### Exercise
Where the string "Ventura" appears in a line of the data, show that line.
------------------------------------------------------------------------
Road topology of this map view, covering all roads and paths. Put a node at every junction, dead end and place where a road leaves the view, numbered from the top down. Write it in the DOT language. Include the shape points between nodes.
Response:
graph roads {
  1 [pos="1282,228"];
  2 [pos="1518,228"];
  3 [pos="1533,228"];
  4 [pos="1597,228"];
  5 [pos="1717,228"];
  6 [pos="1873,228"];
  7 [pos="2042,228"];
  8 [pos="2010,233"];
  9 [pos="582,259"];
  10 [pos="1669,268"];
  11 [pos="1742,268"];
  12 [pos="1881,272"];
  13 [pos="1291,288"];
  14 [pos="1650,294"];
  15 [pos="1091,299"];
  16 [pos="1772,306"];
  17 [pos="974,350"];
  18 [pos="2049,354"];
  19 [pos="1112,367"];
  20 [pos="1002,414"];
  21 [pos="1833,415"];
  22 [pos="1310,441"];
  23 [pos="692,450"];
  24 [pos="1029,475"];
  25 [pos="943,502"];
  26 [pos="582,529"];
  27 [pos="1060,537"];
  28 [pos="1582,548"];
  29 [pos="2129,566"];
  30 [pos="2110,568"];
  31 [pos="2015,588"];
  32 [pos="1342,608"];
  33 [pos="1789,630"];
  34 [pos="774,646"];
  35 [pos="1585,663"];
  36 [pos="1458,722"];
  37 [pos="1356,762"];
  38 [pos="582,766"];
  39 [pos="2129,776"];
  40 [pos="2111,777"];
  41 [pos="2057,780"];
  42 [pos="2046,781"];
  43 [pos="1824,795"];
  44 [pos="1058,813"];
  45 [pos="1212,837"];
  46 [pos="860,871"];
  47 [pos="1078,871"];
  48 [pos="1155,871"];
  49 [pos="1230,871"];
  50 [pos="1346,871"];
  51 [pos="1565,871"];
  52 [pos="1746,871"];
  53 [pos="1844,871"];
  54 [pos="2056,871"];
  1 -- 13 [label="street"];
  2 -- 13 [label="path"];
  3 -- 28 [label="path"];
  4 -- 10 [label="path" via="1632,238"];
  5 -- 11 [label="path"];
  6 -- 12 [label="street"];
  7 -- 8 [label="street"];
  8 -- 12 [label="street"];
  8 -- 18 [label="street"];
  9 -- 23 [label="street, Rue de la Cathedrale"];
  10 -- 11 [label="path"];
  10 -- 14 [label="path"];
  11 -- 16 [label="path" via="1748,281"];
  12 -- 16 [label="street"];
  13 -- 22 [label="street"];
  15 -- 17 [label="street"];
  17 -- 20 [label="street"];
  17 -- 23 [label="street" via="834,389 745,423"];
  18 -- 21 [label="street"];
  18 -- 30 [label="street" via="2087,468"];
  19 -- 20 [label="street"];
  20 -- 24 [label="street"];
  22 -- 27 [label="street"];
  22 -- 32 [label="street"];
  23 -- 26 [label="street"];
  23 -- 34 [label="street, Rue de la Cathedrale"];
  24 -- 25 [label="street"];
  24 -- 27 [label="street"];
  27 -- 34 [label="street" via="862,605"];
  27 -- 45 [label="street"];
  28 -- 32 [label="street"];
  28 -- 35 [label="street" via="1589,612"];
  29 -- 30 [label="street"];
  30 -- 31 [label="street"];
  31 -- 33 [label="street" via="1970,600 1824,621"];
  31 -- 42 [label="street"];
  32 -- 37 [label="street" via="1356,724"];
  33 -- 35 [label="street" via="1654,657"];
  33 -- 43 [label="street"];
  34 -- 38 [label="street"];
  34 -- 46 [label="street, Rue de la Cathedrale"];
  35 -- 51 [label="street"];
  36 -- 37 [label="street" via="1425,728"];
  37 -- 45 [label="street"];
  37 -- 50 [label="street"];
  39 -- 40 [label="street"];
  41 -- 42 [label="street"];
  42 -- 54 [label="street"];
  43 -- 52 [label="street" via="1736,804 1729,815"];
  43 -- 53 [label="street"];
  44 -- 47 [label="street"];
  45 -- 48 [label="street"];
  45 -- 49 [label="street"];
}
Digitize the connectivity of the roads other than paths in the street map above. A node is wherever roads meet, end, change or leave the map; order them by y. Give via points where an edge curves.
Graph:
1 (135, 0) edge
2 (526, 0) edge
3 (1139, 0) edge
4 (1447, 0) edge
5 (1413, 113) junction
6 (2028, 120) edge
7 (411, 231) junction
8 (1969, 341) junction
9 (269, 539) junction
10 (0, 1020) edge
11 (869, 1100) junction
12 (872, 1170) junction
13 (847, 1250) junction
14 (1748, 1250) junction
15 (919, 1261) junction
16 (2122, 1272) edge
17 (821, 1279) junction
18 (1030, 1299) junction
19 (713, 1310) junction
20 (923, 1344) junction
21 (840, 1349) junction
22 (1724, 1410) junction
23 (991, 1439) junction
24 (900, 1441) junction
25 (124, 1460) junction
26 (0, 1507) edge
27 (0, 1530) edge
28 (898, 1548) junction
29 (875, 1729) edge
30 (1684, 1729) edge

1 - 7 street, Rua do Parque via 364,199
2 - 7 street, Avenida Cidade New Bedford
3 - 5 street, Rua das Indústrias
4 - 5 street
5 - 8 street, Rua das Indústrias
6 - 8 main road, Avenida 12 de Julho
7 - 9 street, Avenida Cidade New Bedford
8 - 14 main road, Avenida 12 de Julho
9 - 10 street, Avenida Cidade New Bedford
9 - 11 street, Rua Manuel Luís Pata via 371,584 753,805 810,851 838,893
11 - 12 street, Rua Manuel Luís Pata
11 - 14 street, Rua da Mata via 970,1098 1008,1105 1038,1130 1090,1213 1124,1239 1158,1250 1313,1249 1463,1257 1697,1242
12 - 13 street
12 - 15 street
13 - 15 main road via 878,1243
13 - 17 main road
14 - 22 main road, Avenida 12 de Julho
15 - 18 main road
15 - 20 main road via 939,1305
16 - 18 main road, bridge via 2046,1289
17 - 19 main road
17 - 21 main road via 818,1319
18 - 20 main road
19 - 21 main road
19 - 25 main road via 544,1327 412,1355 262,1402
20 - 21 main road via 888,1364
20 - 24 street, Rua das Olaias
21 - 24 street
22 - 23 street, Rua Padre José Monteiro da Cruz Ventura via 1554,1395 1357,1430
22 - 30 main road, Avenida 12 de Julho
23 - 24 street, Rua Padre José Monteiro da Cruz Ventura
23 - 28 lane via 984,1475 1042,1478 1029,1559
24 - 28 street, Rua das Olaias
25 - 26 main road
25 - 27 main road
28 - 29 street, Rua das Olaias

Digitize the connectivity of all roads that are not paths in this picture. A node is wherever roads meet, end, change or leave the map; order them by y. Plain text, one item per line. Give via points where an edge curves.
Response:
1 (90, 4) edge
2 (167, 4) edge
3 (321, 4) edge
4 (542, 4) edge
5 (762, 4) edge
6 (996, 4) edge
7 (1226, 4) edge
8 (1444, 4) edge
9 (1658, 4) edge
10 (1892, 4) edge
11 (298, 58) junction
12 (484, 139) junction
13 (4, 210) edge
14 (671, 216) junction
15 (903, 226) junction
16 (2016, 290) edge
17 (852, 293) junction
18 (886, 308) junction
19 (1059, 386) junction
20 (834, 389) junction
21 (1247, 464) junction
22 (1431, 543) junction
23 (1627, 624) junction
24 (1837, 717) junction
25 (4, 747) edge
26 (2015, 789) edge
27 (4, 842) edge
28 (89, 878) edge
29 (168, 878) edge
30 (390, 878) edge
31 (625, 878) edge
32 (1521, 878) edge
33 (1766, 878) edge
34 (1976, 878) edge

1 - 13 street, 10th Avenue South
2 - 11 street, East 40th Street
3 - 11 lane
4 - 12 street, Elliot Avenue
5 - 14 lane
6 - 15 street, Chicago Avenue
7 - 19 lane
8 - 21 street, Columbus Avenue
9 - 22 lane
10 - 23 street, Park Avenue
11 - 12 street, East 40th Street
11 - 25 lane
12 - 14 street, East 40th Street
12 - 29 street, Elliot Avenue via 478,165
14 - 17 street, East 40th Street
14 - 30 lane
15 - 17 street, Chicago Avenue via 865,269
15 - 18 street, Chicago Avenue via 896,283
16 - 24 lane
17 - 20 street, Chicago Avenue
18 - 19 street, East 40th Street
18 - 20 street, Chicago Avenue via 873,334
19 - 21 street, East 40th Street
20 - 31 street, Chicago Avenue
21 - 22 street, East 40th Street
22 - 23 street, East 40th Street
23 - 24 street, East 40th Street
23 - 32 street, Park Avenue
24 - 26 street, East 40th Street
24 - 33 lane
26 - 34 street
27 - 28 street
------------------------------------------------------------------------
### Exercise result
22 - 23 street, Rua Padre José Monteiro da Cruz Ventura via 1554,1395 1357,1430
23 - 24 street, Rua Padre José Monteiro da Cruz Ventura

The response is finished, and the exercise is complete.